Work item =
In the answer, each line must appear exactly as in the records, and no picture may appear.

-- Opening Marker --

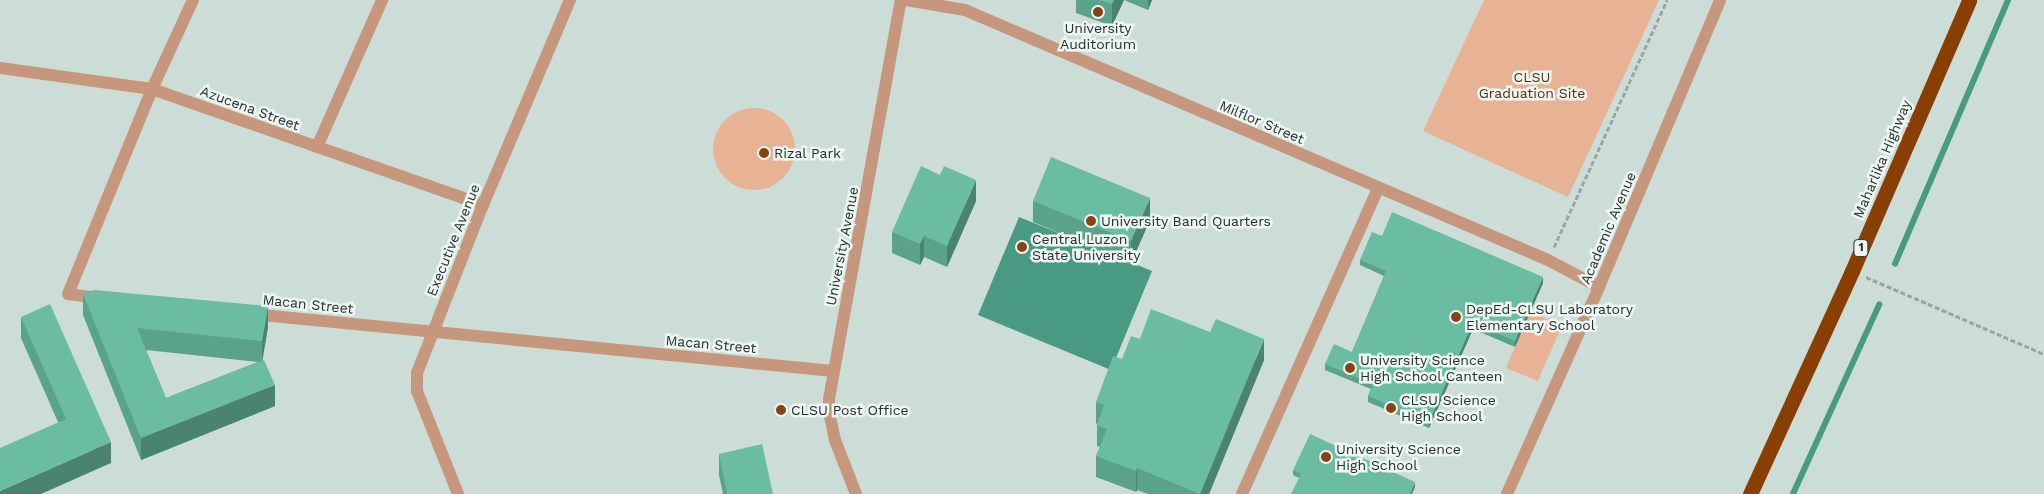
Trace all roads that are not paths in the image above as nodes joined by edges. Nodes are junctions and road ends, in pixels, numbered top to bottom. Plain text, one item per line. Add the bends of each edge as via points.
1 (193, 0) edge
2 (382, 0) edge
3 (570, 0) edge
4 (901, 0) edge
5 (906, 0) edge
6 (1720, 0) edge
7 (1969, 0) edge
8 (0, 68) edge
9 (152, 89) junction
10 (317, 147) junction
11 (1378, 188) junction
12 (483, 205) junction
13 (1599, 287) junction
14 (117, 300) edge
15 (235, 312) edge
16 (432, 332) junction
17 (833, 371) junction
18 (458, 494) edge
19 (856, 494) edge
20 (1242, 494) edge
21 (1507, 494) edge
22 (1750, 494) edge

1 - 9 street
2 - 10 street
3 - 12 street, Executive Avenue
4 - 17 street, University Avenue
5 - 11 street, Milflor Street via 965,10
6 - 13 street, Academic Avenue
7 - 22 highway, Maharlika Highway / 1
8 - 9 street, Azucena Street
9 - 10 street, Azucena Street
9 - 14 street via 68,294
10 - 12 street, Azucena Street
11 - 13 street, Milflor Street via 1548,260
11 - 20 street
12 - 16 street, Executive Avenue
13 - 21 street, Academic Avenue
15 - 16 street, Macan Street
16 - 17 street, Macan Street
16 - 18 street, Executive Avenue via 417,373 417,391
17 - 19 street, University Avenue via 829,398 831,424

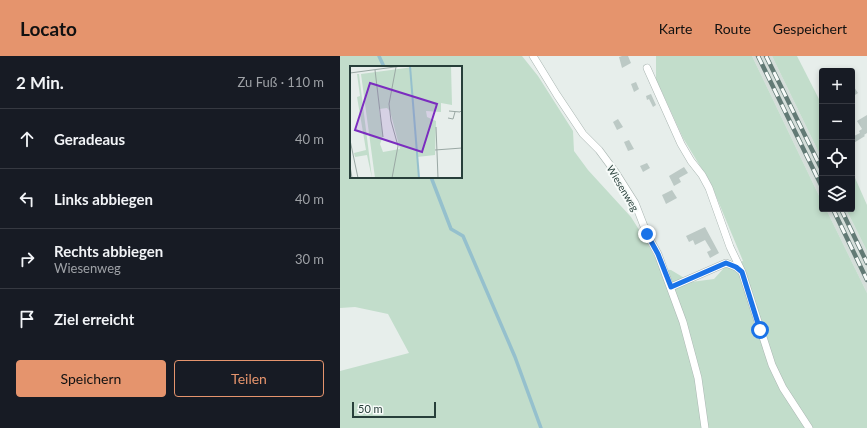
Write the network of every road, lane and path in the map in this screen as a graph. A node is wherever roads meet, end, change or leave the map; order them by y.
1 (533, 56) edge
2 (648, 68) dead end
3 (742, 272) junction
4 (671, 287) junction
5 (705, 428) edge
6 (809, 428) edge

1 - 4 lane, Wiesenweg
2 - 3 lane
3 - 4 lane
3 - 6 lane
4 - 5 lane, Wiesenweg

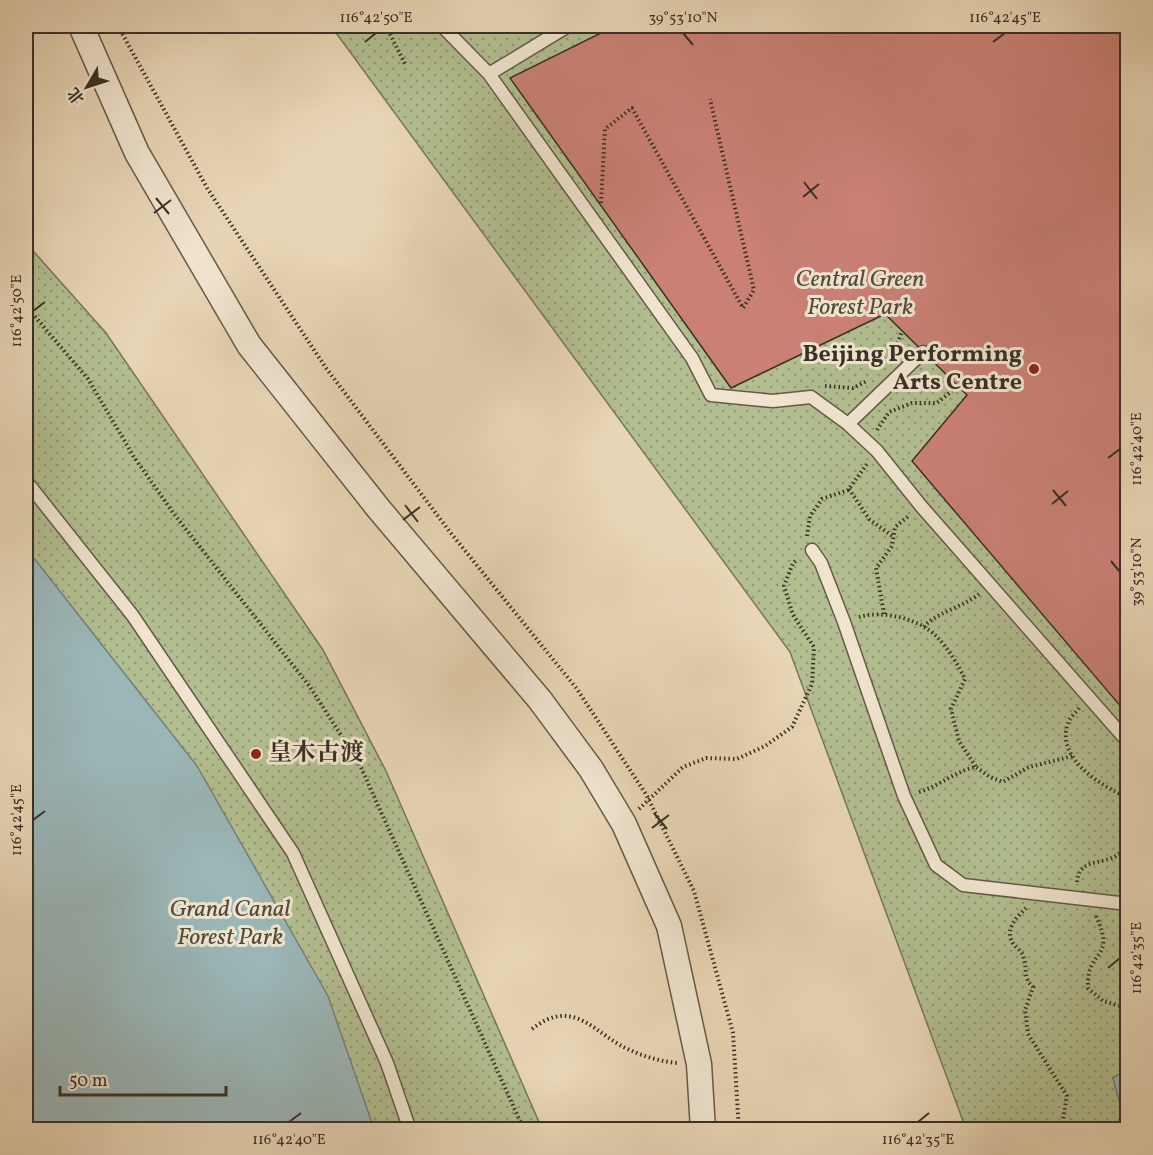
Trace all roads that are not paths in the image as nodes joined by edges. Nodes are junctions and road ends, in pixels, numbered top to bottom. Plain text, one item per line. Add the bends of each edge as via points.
1 (81, 26) edge
2 (442, 26) edge
3 (568, 26) edge
4 (489, 74) junction
5 (923, 352) dead end
6 (848, 424) junction
7 (26, 482) edge
8 (812, 550) road end
9 (1128, 742) edge
10 (1128, 904) edge
11 (410, 1130) edge
12 (703, 1130) edge

1 - 12 street via 137,153 249,345 378,508 540,700 591,769 624,824 669,926 699,1064
2 - 4 lane
3 - 4 lane
4 - 6 lane via 692,358 711,395 773,401 811,397
5 - 6 lane
6 - 9 lane via 877,451
7 - 11 lane via 134,616 293,853 387,1063
8 - 10 lane via 844,622 904,796 936,866 963,885

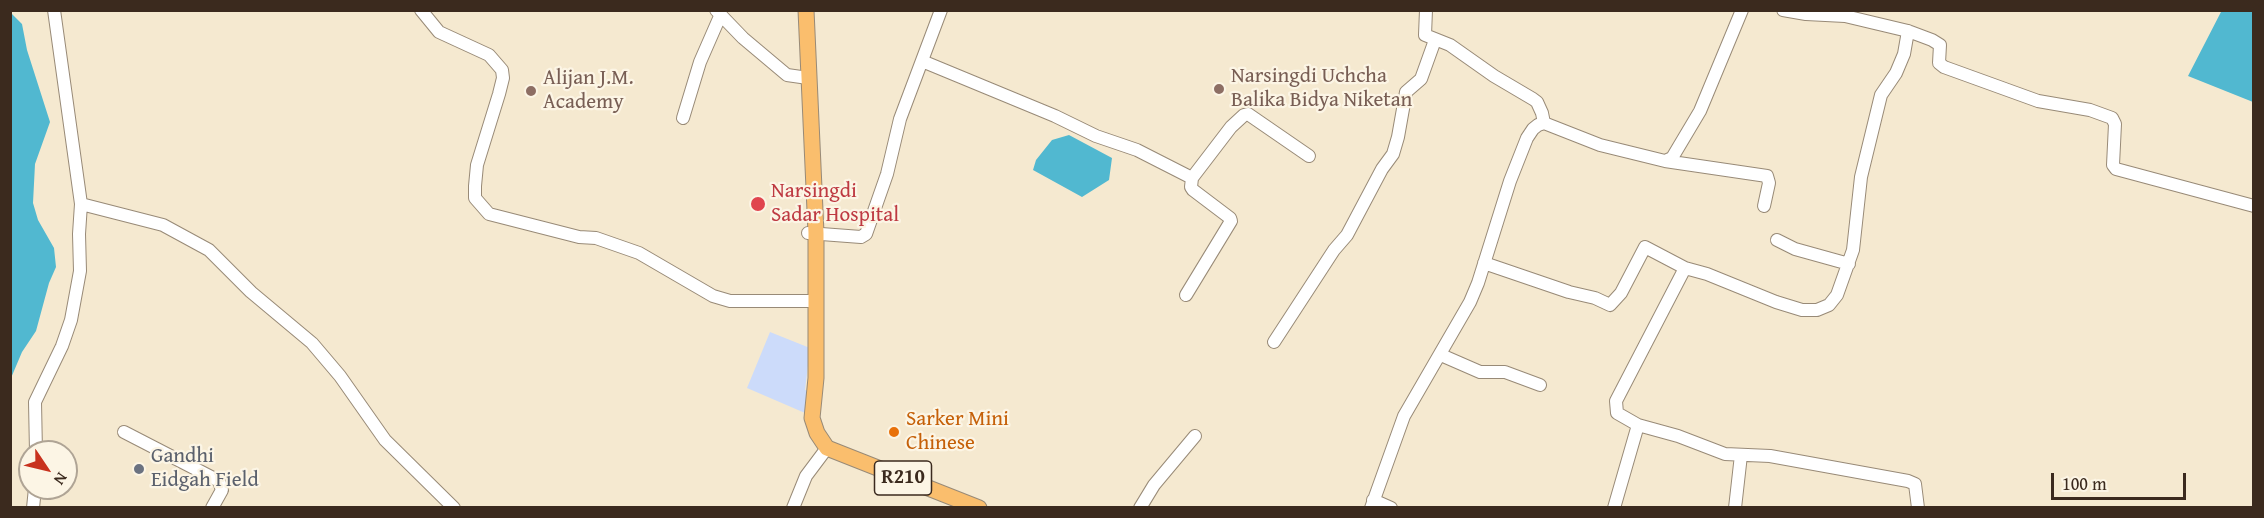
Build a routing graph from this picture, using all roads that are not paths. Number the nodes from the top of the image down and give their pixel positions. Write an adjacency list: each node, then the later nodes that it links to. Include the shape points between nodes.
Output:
1 (54, 10): 19 (street)
2 (421, 10): 28 (street, via 439,32 489,55 502,70 475,186 475,198 489,214 628,249 713,296 730,301)
3 (798, 10): 13 (main road)
4 (806, 10): 13 (main road)
5 (941, 10): 12 (street)
6 (1426, 10): 11 (street, via 1425,35)
7 (1742, 10): 17 (street, via 1693,126 1676,153)
8 (1783, 10): 10 (street, via 1845,16)
9 (718, 12): 13 (street, via 770,63 787,75); 14 (street)
10 (1908, 31): 21 (street, via 1940,45 1940,63 1952,70 2038,101 2112,118 2112,165 2116,169); 25 (street, via 1896,73 1881,95 1861,177)
11 (1435, 40): 15 (street, via 1450,45 1537,102); 29 (street, via 1421,79 1406,92 1393,154 1347,235)
12 (922, 61): 18 (street, via 1137,150); 22 (street, via 900,119 887,174 866,234 861,237)
13 (804, 79): 22 (main road)
14 (684, 118)
15 (1544, 123): 17 (street, via 1600,145); 24 (street, via 1538,124 1527,138)
16 (1309, 156): 18 (street, via 1248,114 1231,128)
17 (1665, 161): 20 (street, via 1767,176)
18 (1192, 178): 27 (street, via 1193,190 1231,221)
19 (81, 204): 35 (street, via 80,271 71,320 34,402); 40 (street, via 163,225 209,250 251,292 312,342 385,440)
20 (1764, 206)
21 (2253, 206)
22 (812, 233): 28 (main road)
23 (1777, 240): 25 (street)
24 (1484, 263): 26 (street, via 1610,305 1621,293 1645,247); 30 (street, via 1470,302)
25 (1849, 264): 26 (street, via 1837,295 1829,305 1817,310 1776,302)
26 (1685, 268): 32 (street, via 1616,401 1617,413)
27 (1186, 295)
28 (812, 302): 36 (main road, via 816,387 812,418)
29 (1274, 342)
30 (1441, 355): 31 (street, via 1480,372 1505,372); 38 (street, via 1404,416)
31 (1540, 386)
32 (1638, 425): 37 (street); 45 (street)
33 (124, 432): 39 (street, via 219,481 222,490)
34 (1195, 436): 43 (street, via 1154,484)
35 (36, 440)
36 (827, 448): 41 (street, via 806,476); 42 (main road, R210)
37 (1741, 455): 46 (street); 47 (street, via 1770,456 1908,481 1915,484)
38 (1372, 504): 44 (street)
39 (212, 507)
40 (454, 507)
41 (793, 507)
42 (979, 507)
43 (1140, 507)
44 (1390, 507)
45 (1614, 507)
46 (1735, 507)
47 (1918, 507)

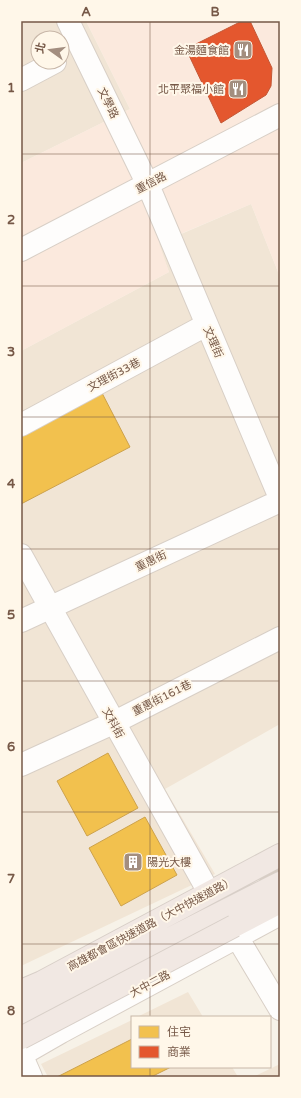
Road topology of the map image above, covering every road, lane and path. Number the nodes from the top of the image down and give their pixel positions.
1 (68, 21) edge
2 (81, 48) junction
3 (70, 54) edge
4 (40, 70) edge
5 (21, 80) edge
6 (280, 115) edge
7 (148, 185) junction
8 (21, 250) edge
9 (206, 325) junction
10 (21, 425) edge
11 (280, 499) edge
12 (21, 555) edge
13 (50, 608) junction
14 (21, 621) edge
15 (280, 638) edge
16 (113, 723) junction
17 (21, 765) edge
18 (280, 850) edge
19 (280, 855) edge
20 (280, 883) edge
21 (207, 889) junction
22 (280, 902) edge
23 (280, 914) edge
24 (237, 938) junction
25 (31, 983) edge
26 (21, 991) edge
27 (21, 996) edge
28 (280, 1009) edge
29 (21, 1014) edge
30 (21, 1038) edge
31 (21, 1055) edge
32 (31, 1077) edge

1 - 2 street, 文學路
2 - 3 street
2 - 7 street, 文學路
4 - 5 street
6 - 7 street, 重信路
7 - 8 street, 重信路
7 - 9 street, 文理街
9 - 10 street, 文理街33巷
9 - 11 street, 文理街
11 - 13 street, 重惠街
12 - 13 street, 文科街
13 - 14 street, 重惠街
13 - 16 street, 文科街
15 - 16 street, 重惠街161巷
16 - 17 street, 重惠街161巷
16 - 21 street, 文科街
18 - 21 street
19 - 25 highway, 高雄都會區快速道路（大中快速道路）
20 - 29 highway
21 - 25 street
22 - 30 highway, bridge
23 - 24 street, 大中二路
24 - 28 street
24 - 31 street, 大中二路
25 - 26 highway, 高雄都會區快速道路（大中快速道路）
25 - 27 highway
31 - 32 street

-- Closing Marker --

Expected answer =
Trace all roads that are not paths in the image above as nodes joined by edges. Nodes are junctions and road ends, in pixels, numbered top to bottom. Plain text, one item per line. Add the bends of each edge as via points.
1 (193, 0) edge
2 (382, 0) edge
3 (570, 0) edge
4 (901, 0) edge
5 (906, 0) edge
6 (1720, 0) edge
7 (1969, 0) edge
8 (0, 68) edge
9 (152, 89) junction
10 (317, 147) junction
11 (1378, 188) junction
12 (483, 205) junction
13 (1599, 287) junction
14 (117, 300) edge
15 (235, 312) edge
16 (432, 332) junction
17 (833, 371) junction
18 (458, 494) edge
19 (856, 494) edge
20 (1242, 494) edge
21 (1507, 494) edge
22 (1750, 494) edge

1 - 9 street
2 - 10 street
3 - 12 street, Executive Avenue
4 - 17 street, University Avenue
5 - 11 street, Milflor Street via 965,10
6 - 13 street, Academic Avenue
7 - 22 highway, Maharlika Highway / 1
8 - 9 street, Azucena Street
9 - 10 street, Azucena Street
9 - 14 street via 68,294
10 - 12 street, Azucena Street
11 - 13 street, Milflor Street via 1548,260
11 - 20 street
12 - 16 street, Executive Avenue
13 - 21 street, Academic Avenue
15 - 16 street, Macan Street
16 - 17 street, Macan Street
16 - 18 street, Executive Avenue via 417,373 417,391
17 - 19 street, University Avenue via 829,398 831,424

Write the network of every road, lane and path in the map in this screen as a graph. A node is wherever roads meet, end, change or leave the map; order them by y.
1 (533, 56) edge
2 (648, 68) dead end
3 (742, 272) junction
4 (671, 287) junction
5 (705, 428) edge
6 (809, 428) edge

1 - 4 lane, Wiesenweg
2 - 3 lane
3 - 4 lane
3 - 6 lane
4 - 5 lane, Wiesenweg

Trace all roads that are not paths in the image as nodes joined by edges. Nodes are junctions and road ends, in pixels, numbered top to bottom. Plain text, one item per line. Add the bends of each edge as via points.
1 (81, 26) edge
2 (442, 26) edge
3 (568, 26) edge
4 (489, 74) junction
5 (923, 352) dead end
6 (848, 424) junction
7 (26, 482) edge
8 (812, 550) road end
9 (1128, 742) edge
10 (1128, 904) edge
11 (410, 1130) edge
12 (703, 1130) edge

1 - 12 street via 137,153 249,345 378,508 540,700 591,769 624,824 669,926 699,1064
2 - 4 lane
3 - 4 lane
4 - 6 lane via 692,358 711,395 773,401 811,397
5 - 6 lane
6 - 9 lane via 877,451
7 - 11 lane via 134,616 293,853 387,1063
8 - 10 lane via 844,622 904,796 936,866 963,885

Build a routing graph from this picture, using all roads that are not paths. Number the nodes from the top of the image down and give their pixel positions. Write an adjacency list: each node, then the later nodes that it links to. Include the shape points between nodes.
Output:
1 (54, 10): 19 (street)
2 (421, 10): 28 (street, via 439,32 489,55 502,70 475,186 475,198 489,214 628,249 713,296 730,301)
3 (798, 10): 13 (main road)
4 (806, 10): 13 (main road)
5 (941, 10): 12 (street)
6 (1426, 10): 11 (street, via 1425,35)
7 (1742, 10): 17 (street, via 1693,126 1676,153)
8 (1783, 10): 10 (street, via 1845,16)
9 (718, 12): 13 (street, via 770,63 787,75); 14 (street)
10 (1908, 31): 21 (street, via 1940,45 1940,63 1952,70 2038,101 2112,118 2112,165 2116,169); 25 (street, via 1896,73 1881,95 1861,177)
11 (1435, 40): 15 (street, via 1450,45 1537,102); 29 (street, via 1421,79 1406,92 1393,154 1347,235)
12 (922, 61): 18 (street, via 1137,150); 22 (street, via 900,119 887,174 866,234 861,237)
13 (804, 79): 22 (main road)
14 (684, 118)
15 (1544, 123): 17 (street, via 1600,145); 24 (street, via 1538,124 1527,138)
16 (1309, 156): 18 (street, via 1248,114 1231,128)
17 (1665, 161): 20 (street, via 1767,176)
18 (1192, 178): 27 (street, via 1193,190 1231,221)
19 (81, 204): 35 (street, via 80,271 71,320 34,402); 40 (street, via 163,225 209,250 251,292 312,342 385,440)
20 (1764, 206)
21 (2253, 206)
22 (812, 233): 28 (main road)
23 (1777, 240): 25 (street)
24 (1484, 263): 26 (street, via 1610,305 1621,293 1645,247); 30 (street, via 1470,302)
25 (1849, 264): 26 (street, via 1837,295 1829,305 1817,310 1776,302)
26 (1685, 268): 32 (street, via 1616,401 1617,413)
27 (1186, 295)
28 (812, 302): 36 (main road, via 816,387 812,418)
29 (1274, 342)
30 (1441, 355): 31 (street, via 1480,372 1505,372); 38 (street, via 1404,416)
31 (1540, 386)
32 (1638, 425): 37 (street); 45 (street)
33 (124, 432): 39 (street, via 219,481 222,490)
34 (1195, 436): 43 (street, via 1154,484)
35 (36, 440)
36 (827, 448): 41 (street, via 806,476); 42 (main road, R210)
37 (1741, 455): 46 (street); 47 (street, via 1770,456 1908,481 1915,484)
38 (1372, 504): 44 (street)
39 (212, 507)
40 (454, 507)
41 (793, 507)
42 (979, 507)
43 (1140, 507)
44 (1390, 507)
45 (1614, 507)
46 (1735, 507)
47 (1918, 507)

Road topology of the map image above, covering every road, lane and path. Number the nodes from the top of the image down and give their pixel positions.
1 (68, 21) edge
2 (81, 48) junction
3 (70, 54) edge
4 (40, 70) edge
5 (21, 80) edge
6 (280, 115) edge
7 (148, 185) junction
8 (21, 250) edge
9 (206, 325) junction
10 (21, 425) edge
11 (280, 499) edge
12 (21, 555) edge
13 (50, 608) junction
14 (21, 621) edge
15 (280, 638) edge
16 (113, 723) junction
17 (21, 765) edge
18 (280, 850) edge
19 (280, 855) edge
20 (280, 883) edge
21 (207, 889) junction
22 (280, 902) edge
23 (280, 914) edge
24 (237, 938) junction
25 (31, 983) edge
26 (21, 991) edge
27 (21, 996) edge
28 (280, 1009) edge
29 (21, 1014) edge
30 (21, 1038) edge
31 (21, 1055) edge
32 (31, 1077) edge

1 - 2 street, 文學路
2 - 3 street
2 - 7 street, 文學路
4 - 5 street
6 - 7 street, 重信路
7 - 8 street, 重信路
7 - 9 street, 文理街
9 - 10 street, 文理街33巷
9 - 11 street, 文理街
11 - 13 street, 重惠街
12 - 13 street, 文科街
13 - 14 street, 重惠街
13 - 16 street, 文科街
15 - 16 street, 重惠街161巷
16 - 17 street, 重惠街161巷
16 - 21 street, 文科街
18 - 21 street
19 - 25 highway, 高雄都會區快速道路（大中快速道路）
20 - 29 highway
21 - 25 street
22 - 30 highway, bridge
23 - 24 street, 大中二路
24 - 28 street
24 - 31 street, 大中二路
25 - 26 highway, 高雄都會區快速道路（大中快速道路）
25 - 27 highway
31 - 32 street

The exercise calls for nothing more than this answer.